▶ _WORK TASK_
Wherever a line below holds the word "Ventisca", copy that line.

▶ _INPUT_

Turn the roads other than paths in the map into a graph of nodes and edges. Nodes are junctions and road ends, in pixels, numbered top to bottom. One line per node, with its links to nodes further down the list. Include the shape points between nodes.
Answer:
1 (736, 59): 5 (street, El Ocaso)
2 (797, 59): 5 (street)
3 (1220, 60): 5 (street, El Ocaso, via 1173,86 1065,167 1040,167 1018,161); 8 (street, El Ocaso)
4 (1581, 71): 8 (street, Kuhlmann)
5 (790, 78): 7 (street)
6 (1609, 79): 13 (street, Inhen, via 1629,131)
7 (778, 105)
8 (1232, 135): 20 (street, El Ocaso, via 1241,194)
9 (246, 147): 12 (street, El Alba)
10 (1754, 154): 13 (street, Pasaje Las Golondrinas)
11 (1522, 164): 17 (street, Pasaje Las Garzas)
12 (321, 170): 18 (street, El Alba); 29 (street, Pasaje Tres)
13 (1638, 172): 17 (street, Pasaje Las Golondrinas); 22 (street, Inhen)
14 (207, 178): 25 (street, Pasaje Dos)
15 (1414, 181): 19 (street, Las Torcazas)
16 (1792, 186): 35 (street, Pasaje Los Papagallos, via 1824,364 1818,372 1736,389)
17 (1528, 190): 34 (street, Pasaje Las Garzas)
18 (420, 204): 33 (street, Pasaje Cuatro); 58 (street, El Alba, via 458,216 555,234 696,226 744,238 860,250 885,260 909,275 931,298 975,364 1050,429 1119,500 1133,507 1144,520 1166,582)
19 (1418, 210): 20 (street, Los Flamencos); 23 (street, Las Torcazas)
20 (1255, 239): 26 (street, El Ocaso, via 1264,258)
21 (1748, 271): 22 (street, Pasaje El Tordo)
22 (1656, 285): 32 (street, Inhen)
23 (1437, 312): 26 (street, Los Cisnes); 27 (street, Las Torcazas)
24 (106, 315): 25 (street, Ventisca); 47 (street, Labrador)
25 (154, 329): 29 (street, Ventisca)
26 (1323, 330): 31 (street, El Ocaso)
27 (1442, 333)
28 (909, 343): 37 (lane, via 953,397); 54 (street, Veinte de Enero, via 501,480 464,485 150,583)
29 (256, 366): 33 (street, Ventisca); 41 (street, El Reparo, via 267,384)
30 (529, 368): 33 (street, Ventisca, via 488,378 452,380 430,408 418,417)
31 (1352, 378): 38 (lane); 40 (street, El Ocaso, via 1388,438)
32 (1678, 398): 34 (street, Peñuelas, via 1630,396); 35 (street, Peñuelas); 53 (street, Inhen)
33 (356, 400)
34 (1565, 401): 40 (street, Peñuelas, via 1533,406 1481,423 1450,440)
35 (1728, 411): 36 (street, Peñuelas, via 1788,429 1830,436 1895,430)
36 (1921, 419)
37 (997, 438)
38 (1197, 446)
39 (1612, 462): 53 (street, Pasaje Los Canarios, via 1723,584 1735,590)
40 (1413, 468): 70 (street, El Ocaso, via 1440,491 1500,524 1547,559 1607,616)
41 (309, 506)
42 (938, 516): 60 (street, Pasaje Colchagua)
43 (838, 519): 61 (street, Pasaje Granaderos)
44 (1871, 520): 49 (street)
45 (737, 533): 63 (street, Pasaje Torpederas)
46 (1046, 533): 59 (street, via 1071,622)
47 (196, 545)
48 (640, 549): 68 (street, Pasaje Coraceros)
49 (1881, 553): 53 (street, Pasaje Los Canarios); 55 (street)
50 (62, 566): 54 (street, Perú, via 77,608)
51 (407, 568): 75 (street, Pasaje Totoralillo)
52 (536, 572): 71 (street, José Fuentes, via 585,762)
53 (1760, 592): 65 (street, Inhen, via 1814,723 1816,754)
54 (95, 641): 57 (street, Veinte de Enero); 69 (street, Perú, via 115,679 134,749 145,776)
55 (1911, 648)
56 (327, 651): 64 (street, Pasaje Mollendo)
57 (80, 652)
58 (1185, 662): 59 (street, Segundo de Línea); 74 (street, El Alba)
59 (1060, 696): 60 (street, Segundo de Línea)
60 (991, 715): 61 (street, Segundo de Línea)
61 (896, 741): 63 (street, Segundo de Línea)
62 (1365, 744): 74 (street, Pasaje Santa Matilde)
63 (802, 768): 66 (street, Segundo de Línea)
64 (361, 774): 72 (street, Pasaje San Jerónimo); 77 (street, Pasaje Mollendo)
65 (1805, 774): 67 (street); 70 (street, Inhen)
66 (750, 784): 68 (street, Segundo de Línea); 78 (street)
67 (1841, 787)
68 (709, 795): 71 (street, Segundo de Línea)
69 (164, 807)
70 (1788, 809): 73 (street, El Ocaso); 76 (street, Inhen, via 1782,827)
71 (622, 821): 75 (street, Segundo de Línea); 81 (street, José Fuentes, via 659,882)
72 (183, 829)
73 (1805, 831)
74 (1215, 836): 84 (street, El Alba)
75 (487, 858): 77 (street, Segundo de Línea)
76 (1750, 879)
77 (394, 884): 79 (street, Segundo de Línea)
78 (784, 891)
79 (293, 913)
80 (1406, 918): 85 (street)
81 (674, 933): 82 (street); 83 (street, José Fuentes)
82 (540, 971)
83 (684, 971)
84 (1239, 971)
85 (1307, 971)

▶ _OUTPUT OF THE EXERCISE_
24 (106, 315): 25 (street, Ventisca); 47 (street, Labrador)
25 (154, 329): 29 (street, Ventisca)
29 (256, 366): 33 (street, Ventisca); 41 (street, El Reparo, via 267,384)
30 (529, 368): 33 (street, Ventisca, via 488,378 452,380 430,408 418,417)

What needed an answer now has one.